Record extracts:

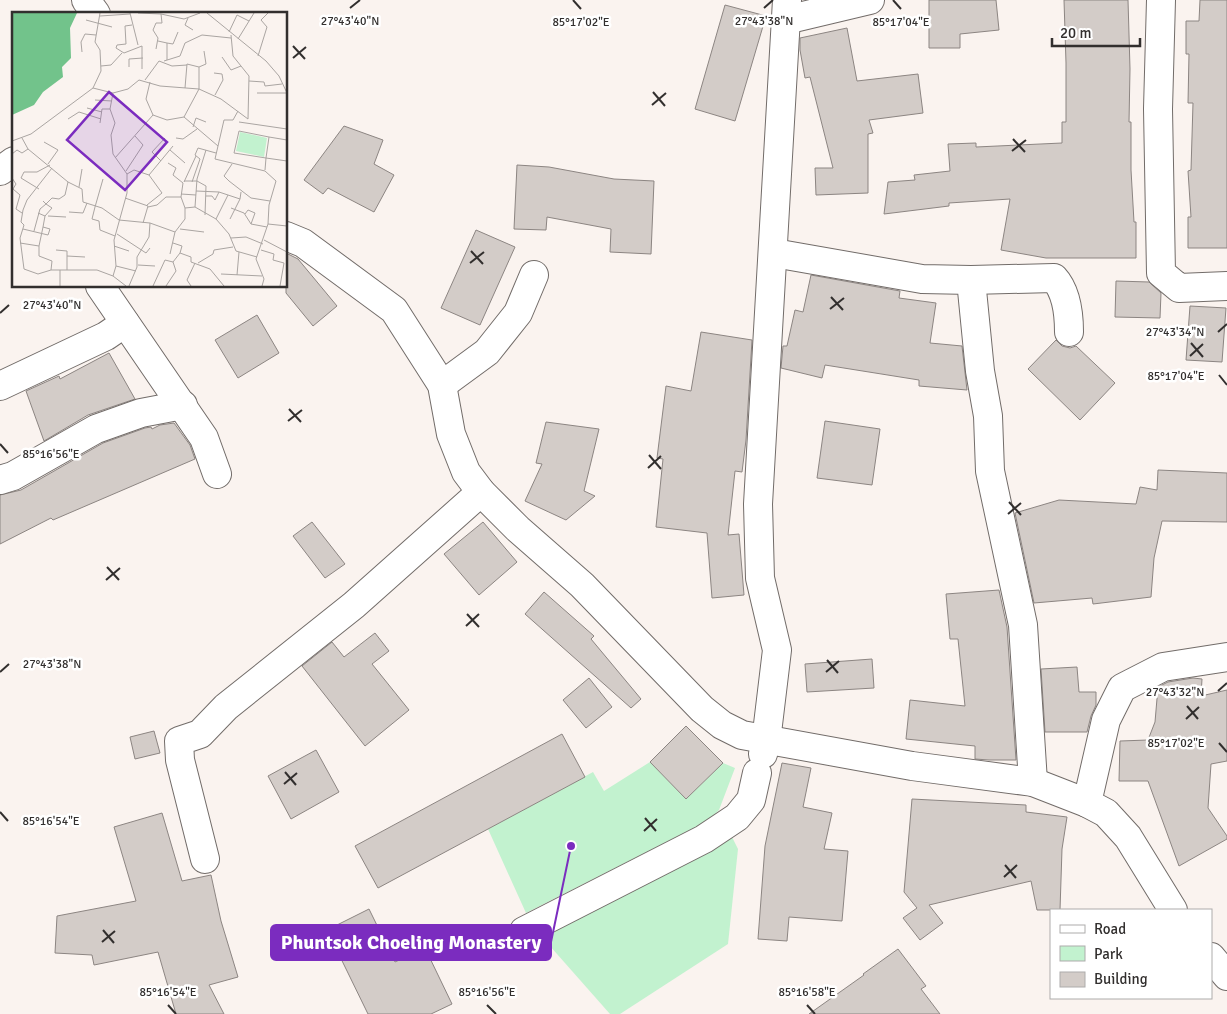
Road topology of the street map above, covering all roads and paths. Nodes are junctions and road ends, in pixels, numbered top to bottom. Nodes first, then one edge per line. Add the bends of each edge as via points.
1 (86, 0) edge
2 (870, 0) edge
3 (1161, 0) edge
4 (787, 10) edge
5 (95, 12) edge
6 (12, 162) edge
7 (0, 171) edge
8 (288, 237) edge
9 (774, 253) junction
10 (534, 275) dead end
11 (971, 280) junction
12 (1227, 286) edge
13 (101, 288) edge
14 (125, 323) junction
15 (1070, 332) dead end
16 (442, 384) junction
17 (0, 386) edge
18 (183, 405) junction
19 (217, 474) dead end
20 (0, 480) edge
21 (481, 492) junction
22 (1227, 657) edge
23 (762, 756) junction
24 (1033, 782) junction
25 (1087, 803) junction
26 (205, 859) dead end
27 (1173, 909) edge
28 (524, 932) dead end
29 (1212, 958) edge
30 (1227, 976) edge

1 - 5 street
2 - 4 street
3 - 12 street via 1158,109 1161,273 1179,288
4 - 9 street
6 - 7 street
8 - 16 street via 303,243 394,310
9 - 11 street via 922,279
9 - 23 street via 758,504 760,578 777,650
10 - 16 street via 518,313 487,352
11 - 15 street via 1054,278 1061,286
11 - 24 street via 988,416 990,471 1023,625
13 - 14 street
14 - 17 street via 106,336
14 - 18 street
16 - 21 street via 451,434 466,472
18 - 19 street via 204,438
18 - 20 street via 141,413 96,429 14,476
21 - 23 street via 582,585 702,709 722,725 742,735
21 - 26 street via 354,605 226,707 200,734 179,740 180,760
22 - 25 street via 1163,667 1122,688 1106,720
23 - 24 street via 912,766
23 - 28 street via 751,800 738,817 704,839
24 - 25 street
25 - 27 street via 1106,813 1128,838
29 - 30 street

Exercise requirements: Please repeat the records above word for word, and do not include the pictures.

Result for this exercise:
Road topology of the street map above, covering all roads and paths. Nodes are junctions and road ends, in pixels, numbered top to bottom. Nodes first, then one edge per line. Add the bends of each edge as via points.
1 (86, 0) edge
2 (870, 0) edge
3 (1161, 0) edge
4 (787, 10) edge
5 (95, 12) edge
6 (12, 162) edge
7 (0, 171) edge
8 (288, 237) edge
9 (774, 253) junction
10 (534, 275) dead end
11 (971, 280) junction
12 (1227, 286) edge
13 (101, 288) edge
14 (125, 323) junction
15 (1070, 332) dead end
16 (442, 384) junction
17 (0, 386) edge
18 (183, 405) junction
19 (217, 474) dead end
20 (0, 480) edge
21 (481, 492) junction
22 (1227, 657) edge
23 (762, 756) junction
24 (1033, 782) junction
25 (1087, 803) junction
26 (205, 859) dead end
27 (1173, 909) edge
28 (524, 932) dead end
29 (1212, 958) edge
30 (1227, 976) edge

1 - 5 street
2 - 4 street
3 - 12 street via 1158,109 1161,273 1179,288
4 - 9 street
6 - 7 street
8 - 16 street via 303,243 394,310
9 - 11 street via 922,279
9 - 23 street via 758,504 760,578 777,650
10 - 16 street via 518,313 487,352
11 - 15 street via 1054,278 1061,286
11 - 24 street via 988,416 990,471 1023,625
13 - 14 street
14 - 17 street via 106,336
14 - 18 street
16 - 21 street via 451,434 466,472
18 - 19 street via 204,438
18 - 20 street via 141,413 96,429 14,476
21 - 23 street via 582,585 702,709 722,725 742,735
21 - 26 street via 354,605 226,707 200,734 179,740 180,760
22 - 25 street via 1163,667 1122,688 1106,720
23 - 24 street via 912,766
23 - 28 street via 751,800 738,817 704,839
24 - 25 street
25 - 27 street via 1106,813 1128,838
29 - 30 street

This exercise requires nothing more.